[[ Given information, beginning ]]

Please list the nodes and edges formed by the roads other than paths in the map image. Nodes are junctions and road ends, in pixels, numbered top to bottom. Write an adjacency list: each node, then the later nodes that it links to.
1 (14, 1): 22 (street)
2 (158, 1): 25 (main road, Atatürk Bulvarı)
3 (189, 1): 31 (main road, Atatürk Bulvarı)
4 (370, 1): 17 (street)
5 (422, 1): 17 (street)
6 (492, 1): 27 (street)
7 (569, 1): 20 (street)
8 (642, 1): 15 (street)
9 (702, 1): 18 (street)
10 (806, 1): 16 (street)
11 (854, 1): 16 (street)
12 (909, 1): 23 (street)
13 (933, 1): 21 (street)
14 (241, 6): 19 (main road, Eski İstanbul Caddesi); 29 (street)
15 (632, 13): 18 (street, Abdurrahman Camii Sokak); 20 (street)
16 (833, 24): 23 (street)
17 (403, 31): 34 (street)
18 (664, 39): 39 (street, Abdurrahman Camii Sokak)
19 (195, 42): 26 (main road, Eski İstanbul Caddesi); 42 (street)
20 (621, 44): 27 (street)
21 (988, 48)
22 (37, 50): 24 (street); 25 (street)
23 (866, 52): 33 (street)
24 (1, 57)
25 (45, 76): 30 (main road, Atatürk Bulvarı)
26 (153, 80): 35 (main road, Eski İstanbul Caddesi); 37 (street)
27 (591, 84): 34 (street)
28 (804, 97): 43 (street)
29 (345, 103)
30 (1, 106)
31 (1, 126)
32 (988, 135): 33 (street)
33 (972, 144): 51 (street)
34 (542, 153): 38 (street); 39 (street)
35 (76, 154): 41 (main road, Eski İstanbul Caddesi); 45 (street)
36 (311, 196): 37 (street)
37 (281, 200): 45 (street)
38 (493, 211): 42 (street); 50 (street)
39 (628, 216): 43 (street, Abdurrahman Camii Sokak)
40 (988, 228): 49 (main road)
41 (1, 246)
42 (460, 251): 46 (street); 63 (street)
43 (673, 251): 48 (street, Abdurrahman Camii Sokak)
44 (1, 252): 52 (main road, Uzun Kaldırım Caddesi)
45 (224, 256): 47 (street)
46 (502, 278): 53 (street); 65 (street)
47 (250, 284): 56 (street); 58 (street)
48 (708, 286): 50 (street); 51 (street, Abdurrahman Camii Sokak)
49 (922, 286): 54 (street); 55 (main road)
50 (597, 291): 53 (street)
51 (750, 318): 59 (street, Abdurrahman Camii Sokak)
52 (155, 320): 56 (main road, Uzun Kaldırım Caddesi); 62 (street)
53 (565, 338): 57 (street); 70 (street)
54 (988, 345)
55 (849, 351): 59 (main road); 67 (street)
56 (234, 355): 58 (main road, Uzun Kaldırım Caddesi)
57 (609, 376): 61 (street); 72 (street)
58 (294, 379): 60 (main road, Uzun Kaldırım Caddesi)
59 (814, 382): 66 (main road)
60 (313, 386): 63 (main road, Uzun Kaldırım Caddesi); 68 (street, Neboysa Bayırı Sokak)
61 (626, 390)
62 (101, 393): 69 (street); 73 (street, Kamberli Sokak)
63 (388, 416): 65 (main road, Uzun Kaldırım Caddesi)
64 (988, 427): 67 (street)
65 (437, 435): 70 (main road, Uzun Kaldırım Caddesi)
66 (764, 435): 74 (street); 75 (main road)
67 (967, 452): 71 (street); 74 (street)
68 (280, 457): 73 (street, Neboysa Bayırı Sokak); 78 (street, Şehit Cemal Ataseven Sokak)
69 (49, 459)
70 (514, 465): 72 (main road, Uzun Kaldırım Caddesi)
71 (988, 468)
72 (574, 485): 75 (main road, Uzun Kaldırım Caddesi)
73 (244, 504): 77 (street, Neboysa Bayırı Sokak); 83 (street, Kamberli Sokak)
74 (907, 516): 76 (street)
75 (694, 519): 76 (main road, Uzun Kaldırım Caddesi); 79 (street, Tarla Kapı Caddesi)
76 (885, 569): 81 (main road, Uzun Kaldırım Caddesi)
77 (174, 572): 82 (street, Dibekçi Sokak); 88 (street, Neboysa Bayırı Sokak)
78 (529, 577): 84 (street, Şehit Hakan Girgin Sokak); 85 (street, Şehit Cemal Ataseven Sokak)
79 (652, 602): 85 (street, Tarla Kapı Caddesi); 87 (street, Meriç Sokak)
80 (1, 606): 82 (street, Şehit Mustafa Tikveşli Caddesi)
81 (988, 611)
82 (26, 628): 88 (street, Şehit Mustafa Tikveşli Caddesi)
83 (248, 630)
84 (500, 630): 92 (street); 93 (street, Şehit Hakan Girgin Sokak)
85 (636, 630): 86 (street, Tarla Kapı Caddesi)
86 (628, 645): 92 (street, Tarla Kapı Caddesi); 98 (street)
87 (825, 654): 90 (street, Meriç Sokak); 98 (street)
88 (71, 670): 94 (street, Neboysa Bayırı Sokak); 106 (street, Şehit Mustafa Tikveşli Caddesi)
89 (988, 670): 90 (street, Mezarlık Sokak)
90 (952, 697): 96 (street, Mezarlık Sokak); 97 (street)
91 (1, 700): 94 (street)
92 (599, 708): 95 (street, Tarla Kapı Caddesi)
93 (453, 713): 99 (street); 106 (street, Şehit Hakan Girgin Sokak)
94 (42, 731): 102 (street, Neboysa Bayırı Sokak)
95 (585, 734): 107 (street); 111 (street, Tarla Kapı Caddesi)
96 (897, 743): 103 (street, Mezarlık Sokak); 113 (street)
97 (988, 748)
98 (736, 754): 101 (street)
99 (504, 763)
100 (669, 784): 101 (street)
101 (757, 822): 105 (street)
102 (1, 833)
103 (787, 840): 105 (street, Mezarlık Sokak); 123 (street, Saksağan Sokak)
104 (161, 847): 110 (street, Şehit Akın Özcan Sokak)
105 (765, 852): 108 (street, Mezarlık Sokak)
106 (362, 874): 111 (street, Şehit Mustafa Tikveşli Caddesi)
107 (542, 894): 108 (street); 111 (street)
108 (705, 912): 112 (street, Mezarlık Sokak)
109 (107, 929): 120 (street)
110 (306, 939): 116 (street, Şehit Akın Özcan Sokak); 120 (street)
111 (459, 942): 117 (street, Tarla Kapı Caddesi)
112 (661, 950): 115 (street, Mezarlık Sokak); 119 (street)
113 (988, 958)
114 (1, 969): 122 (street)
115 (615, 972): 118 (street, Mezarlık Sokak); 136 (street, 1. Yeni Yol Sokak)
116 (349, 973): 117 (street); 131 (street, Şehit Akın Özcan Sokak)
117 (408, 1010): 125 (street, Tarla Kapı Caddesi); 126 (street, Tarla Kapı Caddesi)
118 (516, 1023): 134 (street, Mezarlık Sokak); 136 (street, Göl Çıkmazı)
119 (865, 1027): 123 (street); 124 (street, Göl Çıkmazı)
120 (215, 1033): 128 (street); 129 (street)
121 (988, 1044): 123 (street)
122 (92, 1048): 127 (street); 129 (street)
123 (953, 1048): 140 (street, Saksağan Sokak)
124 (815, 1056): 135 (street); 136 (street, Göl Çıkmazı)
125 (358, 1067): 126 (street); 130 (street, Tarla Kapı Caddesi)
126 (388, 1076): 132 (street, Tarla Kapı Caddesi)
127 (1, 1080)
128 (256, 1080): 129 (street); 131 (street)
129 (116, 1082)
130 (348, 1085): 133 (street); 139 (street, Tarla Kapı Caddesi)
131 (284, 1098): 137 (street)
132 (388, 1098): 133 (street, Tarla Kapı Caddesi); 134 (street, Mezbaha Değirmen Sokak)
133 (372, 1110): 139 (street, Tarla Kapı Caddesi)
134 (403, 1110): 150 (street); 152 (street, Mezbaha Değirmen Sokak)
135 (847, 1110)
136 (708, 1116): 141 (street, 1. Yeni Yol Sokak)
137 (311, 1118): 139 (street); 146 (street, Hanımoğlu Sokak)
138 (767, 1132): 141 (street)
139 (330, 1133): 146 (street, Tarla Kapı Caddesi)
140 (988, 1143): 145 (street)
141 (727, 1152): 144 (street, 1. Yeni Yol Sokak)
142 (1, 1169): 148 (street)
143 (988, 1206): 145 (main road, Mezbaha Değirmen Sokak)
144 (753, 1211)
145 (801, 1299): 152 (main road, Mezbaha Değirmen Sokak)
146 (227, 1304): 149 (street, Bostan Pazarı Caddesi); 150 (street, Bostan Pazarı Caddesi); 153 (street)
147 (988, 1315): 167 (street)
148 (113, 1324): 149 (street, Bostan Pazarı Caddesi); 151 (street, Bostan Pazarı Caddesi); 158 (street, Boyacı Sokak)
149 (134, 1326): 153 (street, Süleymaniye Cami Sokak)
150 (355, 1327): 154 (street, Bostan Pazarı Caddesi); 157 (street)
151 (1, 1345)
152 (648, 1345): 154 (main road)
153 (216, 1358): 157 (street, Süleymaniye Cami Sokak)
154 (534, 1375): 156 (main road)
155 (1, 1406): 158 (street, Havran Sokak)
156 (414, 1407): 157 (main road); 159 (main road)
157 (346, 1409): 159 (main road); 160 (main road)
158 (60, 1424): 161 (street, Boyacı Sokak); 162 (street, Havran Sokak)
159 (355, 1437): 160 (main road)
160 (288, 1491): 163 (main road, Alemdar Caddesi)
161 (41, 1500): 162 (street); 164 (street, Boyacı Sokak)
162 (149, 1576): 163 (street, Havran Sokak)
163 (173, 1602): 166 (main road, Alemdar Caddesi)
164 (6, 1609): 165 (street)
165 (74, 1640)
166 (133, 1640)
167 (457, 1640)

[[ Given information, end ]]

What to produce :: From the entries above, collect every line with the string "Özcan" in it.

Expected answer ::
104 (161, 847): 110 (street, Şehit Akın Özcan Sokak)
110 (306, 939): 116 (street, Şehit Akın Özcan Sokak); 120 (street)
116 (349, 973): 117 (street); 131 (street, Şehit Akın Özcan Sokak)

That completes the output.